▶ _Task to complete_: List all the lines in these records that hold "main".

Supplied records Start Marker

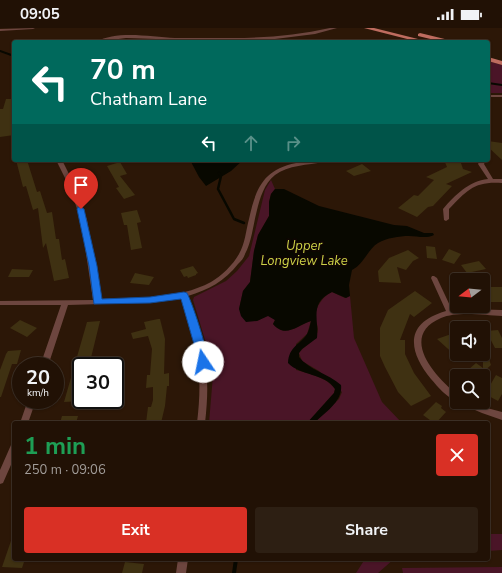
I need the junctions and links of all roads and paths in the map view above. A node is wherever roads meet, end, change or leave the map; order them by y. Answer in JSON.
{"nodes":[{"id":1,"x":33,"y":28,"type":"edge"},
{"id":2,"x":335,"y":28,"type":"edge"},
{"id":3,"x":367,"y":28,"type":"edge"},
{"id":4,"x":392,"y":28,"type":"edge"},
{"id":5,"x":0,"y":30,"type":"edge"},
{"id":6,"x":110,"y":40,"type":"edge"},
{"id":7,"x":419,"y":40,"type":"edge"},
{"id":8,"x":443,"y":40,"type":"edge"},
{"id":9,"x":490,"y":53,"type":"edge"},
{"id":10,"x":502,"y":56,"type":"edge"},
{"id":11,"x":490,"y":60,"type":"edge"},
{"id":12,"x":502,"y":63,"type":"edge"},
{"id":13,"x":490,"y":96,"type":"edge"},
{"id":14,"x":502,"y":96,"type":"edge"},
{"id":15,"x":60,"y":162,"type":"edge"},
{"id":16,"x":314,"y":162,"type":"edge"},
{"id":17,"x":482,"y":162,"type":"edge"},
{"id":18,"x":491,"y":180,"type":"junction"},
{"id":19,"x":502,"y":181,"type":"edge"},
{"id":20,"x":446,"y":220,"type":"dead end"},
{"id":21,"x":434,"y":278,"type":"dead end"},
{"id":22,"x":184,"y":295,"type":"junction"},
{"id":23,"x":97,"y":302,"type":"junction"},
{"id":24,"x":0,"y":303,"type":"edge"},
{"id":25,"x":65,"y":304,"type":"junction"},
{"id":26,"x":450,"y":313,"type":"joint"},
{"id":27,"x":490,"y":313,"type":"edge"},
{"id":28,"x":502,"y":313,"type":"edge"},
{"id":29,"x":47,"y":357,"type":"edge"},
{"id":30,"x":450,"y":392,"type":"edge"},
{"id":31,"x":29,"y":409,"type":"edge"},
{"id":32,"x":479,"y":409,"type":"edge"},
{"id":33,"x":502,"y":416,"type":"edge"},
{"id":34,"x":25,"y":421,"type":"edge"},
{"id":35,"x":201,"y":421,"type":"edge"},
{"id":36,"x":12,"y":453,"type":"edge"},
{"id":37,"x":0,"y":480,"type":"edge"},
{"id":38,"x":183,"y":561,"type":"edge"},
{"id":39,"x":181,"y":573,"type":"edge"}],
"edges":[{"from":1,"to":5,"type":"street"},
{"from":2,"to":6,"type":"street"},
{"from":3,"to":7,"type":"main road"},
{"from":4,"to":8,"type":"main road"},
{"from":9,"to":10,"type":"main road"},
{"from":11,"to":12,"type":"main road"},
{"from":13,"to":14,"type":"street"},
{"from":15,"to":23,"type":"street"},
{"from":16,"to":22,"type":"street"},
{"from":17,"to":18,"type":"street"},
{"from":18,"to":19,"type":"street"},
{"from":18,"to":20,"type":"street"},
{"from":21,"to":26,"type":"street"},
{"from":22,"to":23,"type":"street"},
{"from":22,"to":35,"type":"street"},
{"from":23,"to":25,"type":"street"},
{"from":24,"to":25,"type":"street"},
{"from":25,"to":29,"type":"street"},
{"from":26,"to":30,"type":"street"},
{"from":27,"to":28,"type":"street"},
{"from":31,"to":34,"type":"street"},
{"from":32,"to":33,"type":"street"},
{"from":36,"to":37,"type":"street"},
{"from":38,"to":39,"type":"street"}]}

Supplied records End Marker

▶ _Answer box_:
{"from":3,"to":7,"type":"main road"},
{"from":4,"to":8,"type":"main road"},
{"from":9,"to":10,"type":"main road"},
{"from":11,"to":12,"type":"main road"},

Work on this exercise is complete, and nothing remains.